The Driver Read online

Page 5


  After I’d sorted the parking on the app on my work phone we went inside. It was in a little back street close to Old Street tube station and had an unassuming entrance like all cafes that were slightly up themselves. As you entered there was a vine growing up one of the walls and several chairs had been carved out of old park benches. Cal’s disdain was almost palpable at this point and he visibly rolled his eyes when he saw the sugar containers were old paint pots.

  One of the waiters approached, wearing cutoff jeans and doc martens. If he’d been smoking a pipe it wouldn’t have surprised me. When I spotted the Vape sticking out of his back pocket I couldn’t help but smile.

  He showed us to a table by the window and we both sat down opposite one another.

  “Can I get you anything to drink?” The waiter gave me the eye and I smiled warmly at him; despite his getup he was hot.

  “Thanks I’ll have a latte, Cal?”

  “Just an Americano, please.” He glanced from the waiter to me and back again and then unfolded his menu and started looking through the food. I relaxed a little as his expression perked up at the number of things I knew he liked.

  “I’m surprised these menus aren’t made of living plants,” he said finally as the waiter scurried away to make our drinks. Cal closed his menu and dropped it on the edge of the table as he looked out of the window at the passersby.

  “Well, the food is great if it’s any consolation.”

  He shrugged. I looked at my menu, even though I already knew what I was going to have, and a strangely comfortable silence descended. After a few minutes our coffees arrived and I put half a sugar in mine. I wasn’t a fan of sweet food or puddings, but I always needed a little sugar in coffee. I could feel Cal’s eyes on me as I tried to negotiate adding half a sugar lump into my cup, the café certainly didn’t believe in a granulated option. He looked amused, so I made a bit of a show of it then I went back to reading my menu.

  “Are you going to talk or are you planning for us to just sit here in silence?” He asked eventually.
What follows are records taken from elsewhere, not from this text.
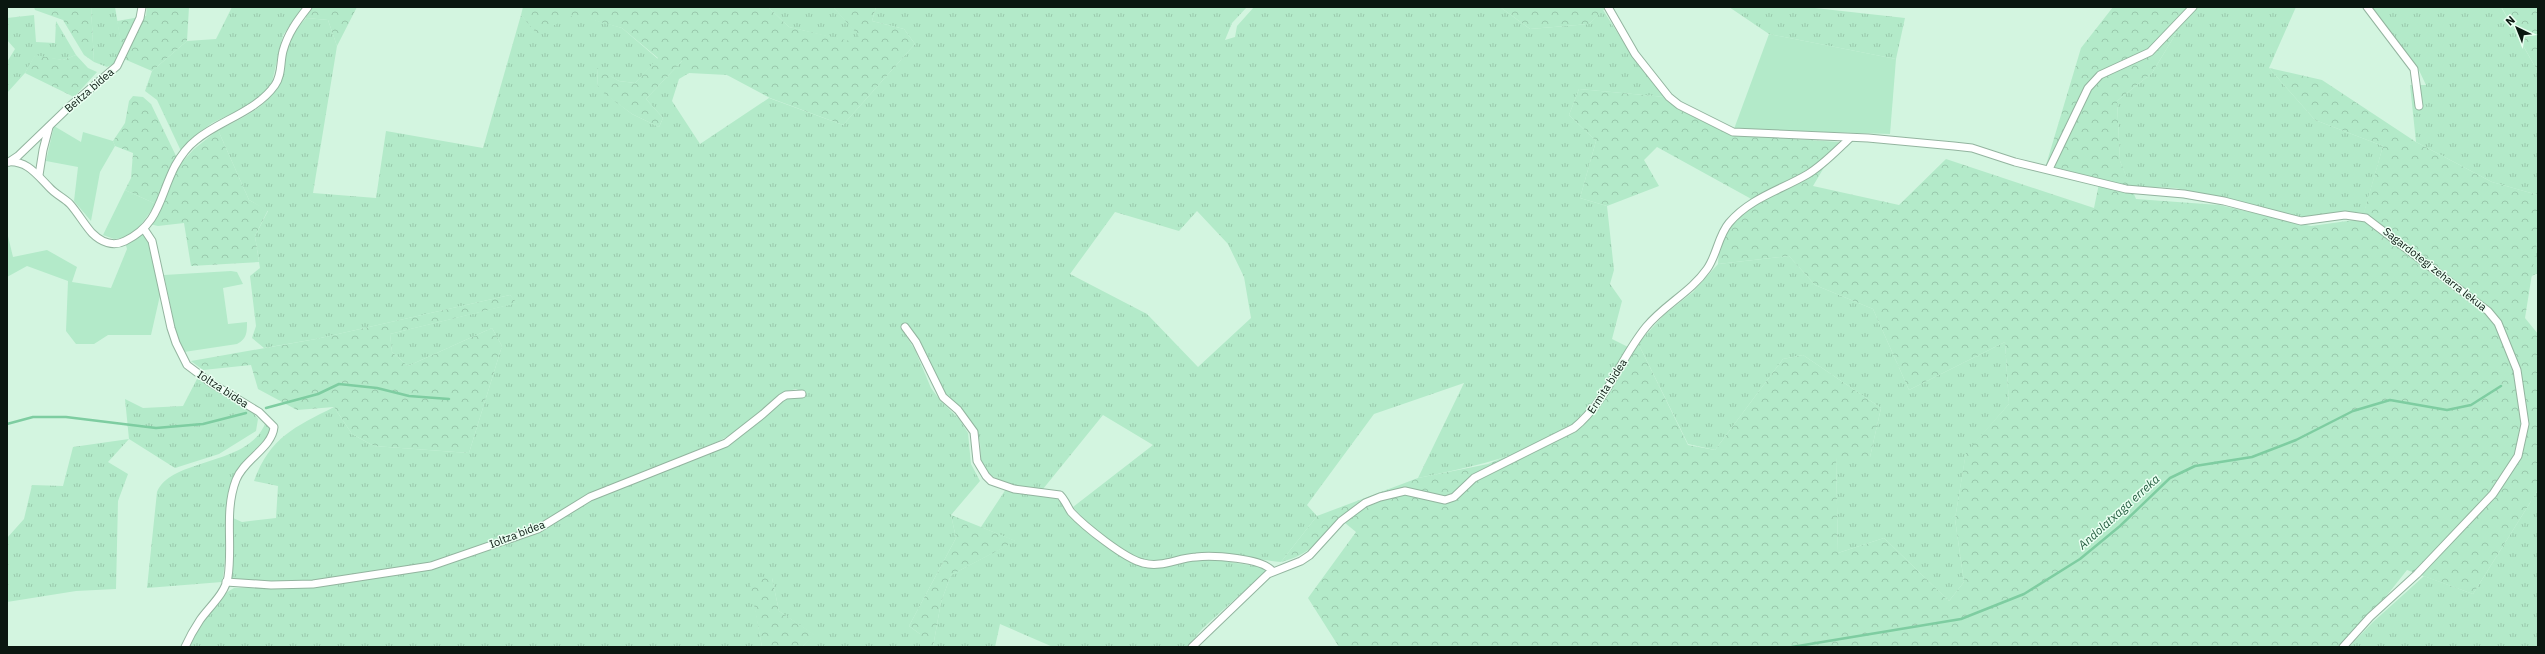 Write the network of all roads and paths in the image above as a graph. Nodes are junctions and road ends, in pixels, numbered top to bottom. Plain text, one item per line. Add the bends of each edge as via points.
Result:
1 (142, 7) edge
2 (308, 7) edge
3 (1608, 7) edge
4 (2192, 7) edge
5 (2367, 7) edge
6 (2419, 106) dead end
7 (49, 127) junction
8 (1849, 138) junction
9 (8, 162) edge
10 (2049, 169) junction
11 (39, 175) junction
12 (144, 229) junction
13 (905, 327) dead end
14 (802, 394) dead end
15 (1272, 570) junction
16 (226, 582) junction
17 (184, 647) edge
18 (1192, 647) edge
19 (2343, 647) edge

1 - 7 street, Beitza bidea via 140,18 117,66
2 - 12 street via 288,35 282,53 282,70 275,85 253,106 200,137 180,157 157,210
3 - 8 street via 1635,54 1668,97 1679,105 1733,132
4 - 10 street via 2150,52 2100,74 2091,84
5 - 6 street via 2414,69
7 - 9 street, Beitza bidea
7 - 11 street
8 - 10 street, Sagardotegi zeharra lekua via 1972,148 2015,162
8 - 15 street, Ermita bidea via 1809,174 1764,196 1737,215 1722,232 1708,269 1646,327 1597,404 1574,428 1474,478 1454,497 1445,500 1405,491 1372,500 1341,521 1310,555 1296,563
9 - 11 street via 30,168
10 - 19 street, Sagardotegi zeharra lekua via 2126,189 2184,194 2224,201 2301,221 2346,216 2366,218 2488,311 2498,323 2517,370 2522,401 2525,424 2518,456 2492,494 2417,574 2370,617
11 - 12 street via 49,188 70,204 99,238 108,243 118,244
12 - 16 street, Ioltza bidea via 152,241 176,344 187,365 259,412 274,427 274,435 246,463 235,482 230,515
13 - 15 street via 916,342 938,390 967,420 974,432 980,469 991,481 1014,489 1060,494 1071,512 1118,551 1142,563 1165,565 1187,558 1217,556 1262,564
14 - 16 street, Ioltza bidea via 786,395 781,398 726,442 590,497 538,528 431,566 313,584
15 - 18 street
16 - 17 street, Ioltza bidea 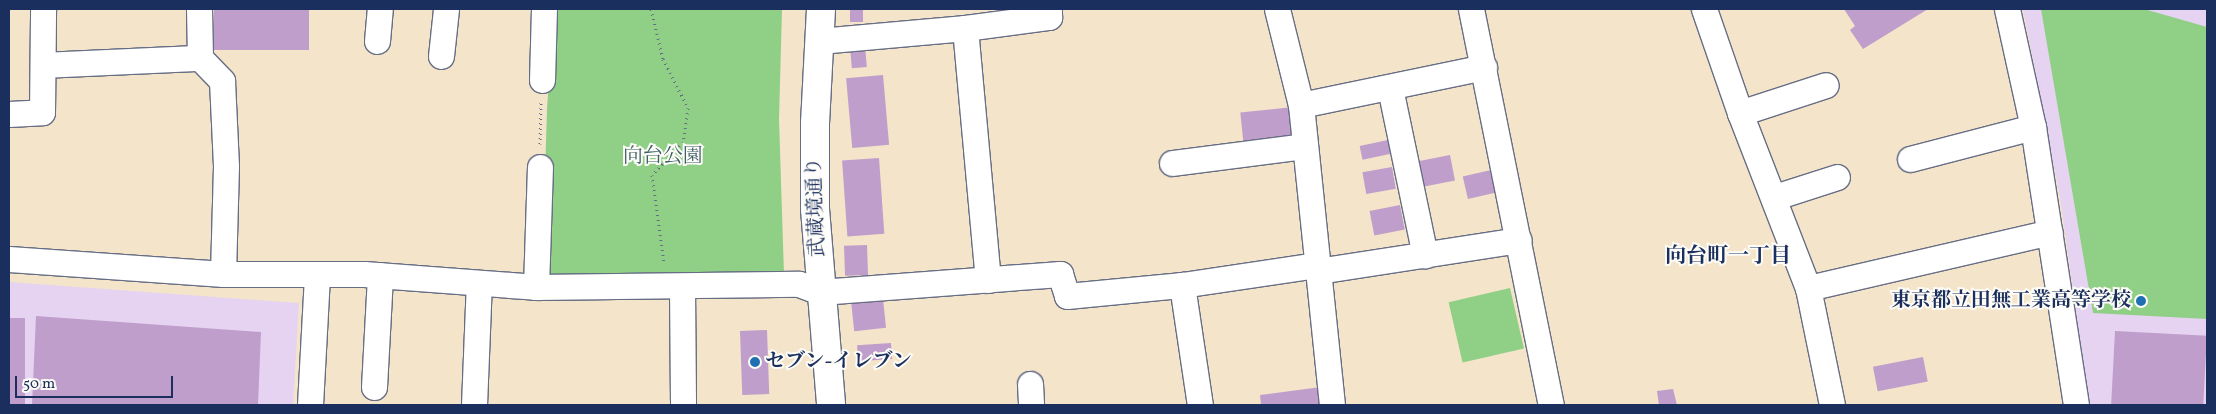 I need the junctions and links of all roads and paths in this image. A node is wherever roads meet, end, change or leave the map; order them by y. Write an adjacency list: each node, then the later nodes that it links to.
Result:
1 (43, 9): 18 (street)
2 (199, 9): 17 (street)
3 (380, 9): 14 (street)
4 (446, 9): 16 (street)
5 (544, 9): 20 (street)
6 (651, 9): 45 (path)
7 (821, 9): 15 (main road, 武蔵境通り)
8 (1049, 9): 13 (street)
9 (1277, 9): 23 (street)
10 (1471, 9): 19 (street)
11 (2007, 9): 26 (street)
12 (1709, 10): 24 (street)
13 (972, 21): 15 (street); 41 (street)
14 (377, 41)
15 (819, 41): 47 (main road, 武蔵境通り)
16 (441, 56)
17 (200, 58): 18 (street); 38 (street)
18 (43, 65): 25 (street)
19 (1484, 67): 22 (street); 34 (street)
20 (542, 80): 30 (path)
21 (1826, 84): 24 (street)
22 (1390, 88): 23 (street); 35 (street)
23 (1301, 105): 27 (street)
24 (1740, 113): 32 (street)
25 (9, 114)
26 (2033, 127): 28 (street); 33 (street)
27 (1305, 146): 29 (street); 37 (street)
28 (1910, 159)
29 (1172, 163)
30 (540, 167): 44 (street)
31 (1837, 177): 32 (street)
32 (1775, 196): 46 (street)
33 (2050, 232): 46 (street); 57 (street)
34 (1519, 240): 35 (street); 55 (street)
35 (1425, 255): 37 (street)
36 (9, 259): 38 (street)
37 (1318, 268): 43 (street); 54 (street)
38 (223, 274): 40 (street)
39 (380, 275): 40 (street); 42 (street); 48 (street)
40 (316, 276): 49 (street)
41 (988, 280): 43 (street); 47 (street)
42 (480, 282): 44 (street); 50 (street)
43 (1182, 285): 53 (street)
44 (536, 287): 45 (street)
45 (677, 287): 47 (street); 51 (street)
46 (1808, 288): 56 (street)
47 (820, 292): 52 (main road, 武蔵境通り)
48 (374, 386)
49 (310, 405)
50 (474, 405)
51 (683, 405)
52 (831, 405)
53 (1200, 405)
54 (1332, 405)
55 (1551, 405)
56 (1832, 405)
57 (2076, 405)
  “What do you want me to say? I’m terrible at comforting people, especially when death is involved and I wouldn’t have the first clue what to say to my best friend, let alone my boss. But this place does excellent food and I thought you could do with something to line your stomach.”

  He shifted uncomfortably at that and I wondered if he really understood the extent of his drinking.

  “You’re quite blunt when you want to be aren’t you?”

  “Sometimes. If I ask if you’re okay will you bite my head off?”

  He watched me, fiddling with the spoon on the napkin on the right hand side of the table. It took a few seconds but then he glanced out of the window again and clapped his teeth together like he was testing his jaw.

  “Thanks for asking.”

  I nodded and a waitress arrived this time to take our order. The change in Cal was instantaneous.

  Cal looked up at her and gave her a wide smile.

  “I’ll have the American pancakes with maple syrup and a side of extra bacon please.” I said, eyeing Cal with familiar irritation bubbling beneath my skin. He spent so much of his time in the back of my car with so many women, and he found flirting with them as easy as breathing, but it just wasn’t real. I could see it now, this strange mask he pulled on, pretending he was interested. It rarely failed, and it certainly had the waitress’s attention, but I found it annoying for reasons I didn’t want to examine too closely.

  “I’ll have what he’s having.” Cal closed his menu and handed it to her. “And your number, if you fancy a drink sometime?” I glared at him, then looked to the waitress who was scarlet with embarrassment. She laughed nervously, fumbled the menus, knocked both spoons off the table and disappeared before I could apologise on his behalf.

  And just like that I had forgotten I was trying to comfort him and let myself lose my temper.

  “You arsehole. Even if you got her number you would never call her.”

  He stared at me like I’d grown a second head. “What the hell is it to you?”

  “Think about how many people proposition her in this place and how many aren’t over forty, overweight and over-friendly. She probably doesn’t get many good-looking guys strolling in for breakfast, and she certainly wouldn’t expect them to ask for her number.” And then my brain kicked in and I shut my mouth, picking up my coffee and downing about half of it, burning my tongue.

  He was silent for a long moment fiddling with the fork on his napkin. “I guess it just didn’t occur to me.” He made a little show of pretending to look guilty and then smiled. “I never once thought you’d think I was good-looking.”

  I shook my head, feeling irrationally exposed and irritated. It probably wouldn’t have taken him all that long to work out that I found him attractive, if we actually spent any time together but I hated how my mouth ran away with itself when I was around him.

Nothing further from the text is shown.